ANDERSON — It was week two of funnyman Eric Shorts’ stand-up comedy workshop at Hoosier Park Racing & Casino. A few of the aspiring comics, Laura Nichols from Elwood, Chris Maddy of Yorktown and Jarrod Whitesell from Dunkirk, were sitting around a table near the casino’s steakhouse restaurant waiting for the class to begin.
Once the four-week workshop ends they will have the opportunity to perform on stage at Hoosier Park’s new Terrace Showroom in a weekly show called “Drafts & Laughs,” which begins Jan. 9 at 8 p.m.
Each of the wannabee comics was expected to come to the night’s workshop with at least three jokes they had written for their routine. Laura Nicols admitted, “I’m not a writer. I’m not even a good speller.” Chris Muddy was thumbing through his typewritten pages, then he read aloud, “I saw this sign it said ‘Don’t park near the gas pump.’ How are you supposed to get gas?” Jarrod Whitesell told a funny joke that isn’t printable in a family newspaper but should hit the mark when he’s on stage.

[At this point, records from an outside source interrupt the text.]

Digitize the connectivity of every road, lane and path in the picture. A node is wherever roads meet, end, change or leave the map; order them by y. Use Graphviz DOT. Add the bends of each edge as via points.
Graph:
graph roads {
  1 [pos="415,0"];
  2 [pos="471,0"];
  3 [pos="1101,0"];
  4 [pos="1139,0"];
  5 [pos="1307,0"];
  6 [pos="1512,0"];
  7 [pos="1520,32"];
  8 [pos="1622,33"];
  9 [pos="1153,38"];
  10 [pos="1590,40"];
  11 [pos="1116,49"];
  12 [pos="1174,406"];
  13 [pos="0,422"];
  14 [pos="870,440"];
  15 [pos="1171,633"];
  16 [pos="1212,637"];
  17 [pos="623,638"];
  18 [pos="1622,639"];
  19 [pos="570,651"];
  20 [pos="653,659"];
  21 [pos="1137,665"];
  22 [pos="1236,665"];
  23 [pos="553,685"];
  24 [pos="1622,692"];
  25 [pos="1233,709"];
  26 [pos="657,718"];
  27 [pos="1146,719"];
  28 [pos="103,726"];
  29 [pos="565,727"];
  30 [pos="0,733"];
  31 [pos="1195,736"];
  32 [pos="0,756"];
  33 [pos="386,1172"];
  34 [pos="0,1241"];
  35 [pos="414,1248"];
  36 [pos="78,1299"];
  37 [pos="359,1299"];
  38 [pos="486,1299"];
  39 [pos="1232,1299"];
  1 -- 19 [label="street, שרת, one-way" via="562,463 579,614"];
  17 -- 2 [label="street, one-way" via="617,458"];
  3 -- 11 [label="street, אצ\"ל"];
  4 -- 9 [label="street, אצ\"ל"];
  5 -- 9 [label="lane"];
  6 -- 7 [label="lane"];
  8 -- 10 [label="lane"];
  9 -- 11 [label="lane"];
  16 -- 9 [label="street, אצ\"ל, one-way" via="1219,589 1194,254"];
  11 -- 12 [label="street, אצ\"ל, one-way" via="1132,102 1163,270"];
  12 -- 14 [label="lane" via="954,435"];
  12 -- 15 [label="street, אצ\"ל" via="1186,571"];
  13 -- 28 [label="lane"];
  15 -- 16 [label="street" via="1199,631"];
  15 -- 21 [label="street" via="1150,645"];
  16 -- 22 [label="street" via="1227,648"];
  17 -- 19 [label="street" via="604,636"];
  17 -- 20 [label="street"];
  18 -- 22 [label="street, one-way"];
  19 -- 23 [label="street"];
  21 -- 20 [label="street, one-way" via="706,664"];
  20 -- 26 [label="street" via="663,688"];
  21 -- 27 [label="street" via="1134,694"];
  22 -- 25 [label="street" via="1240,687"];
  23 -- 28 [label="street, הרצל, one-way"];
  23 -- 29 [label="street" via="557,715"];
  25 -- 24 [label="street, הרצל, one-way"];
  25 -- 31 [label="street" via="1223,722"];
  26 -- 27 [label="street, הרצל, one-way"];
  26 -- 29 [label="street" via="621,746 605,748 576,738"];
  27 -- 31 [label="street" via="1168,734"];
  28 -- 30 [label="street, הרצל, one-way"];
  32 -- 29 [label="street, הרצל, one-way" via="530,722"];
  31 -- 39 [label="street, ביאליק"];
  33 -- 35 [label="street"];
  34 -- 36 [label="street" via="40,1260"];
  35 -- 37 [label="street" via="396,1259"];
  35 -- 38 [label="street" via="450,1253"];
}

Eighteen comedy hopefuls showed up for the first session; the second workshop ranks had shrunk to 13. Once the class began, Eric Shorts called on each of the participants to read aloud the jokes they had penned for their comedy debut. The tension in the room was palpable as Bruce Cable set a high bar for the rest of the would-be jokers.
Bruce, a former electronics teacher, had a great routine about how people respond to the fact that he is wheelchair bound. After offering a few tweaks to the monologue, Shorts explained why Bruce’s jokes worked so well. “The genesis of all comedy is truth. Your jokes have to be grounded in truth. The audience wants to know who you are, talk about your own experience and make it funny. Be fired up enough to say what’s on your mind. Believe me, after performing for 14 years I know something about comedy. Open up and talk about yourself.”
Shorts’ experience was evident as he critiqued each of the budding comics’ efforts. He was able to hone in like a laser on the potential of their funny ideas. He offered spot-on suggestions that helped explore a joke’s laugh-getting potential. The challenge for the fledgling humorists is to take Shorts’ recommendations, polish their jokes, and be able to perform the refined material in front of the class in next week’s workshop.
Before the class ended, Shorts shared a little known fact about the world of stand-up. He claimed that women make up only 10 percent of today’s working comics. “Women bring a different perspective. Since women comedians are a rare commodity, they don’t have to be as funny.” This is good news for the five females in the class. At 38 percent of the workshop, these lucky ladies are beating the odds.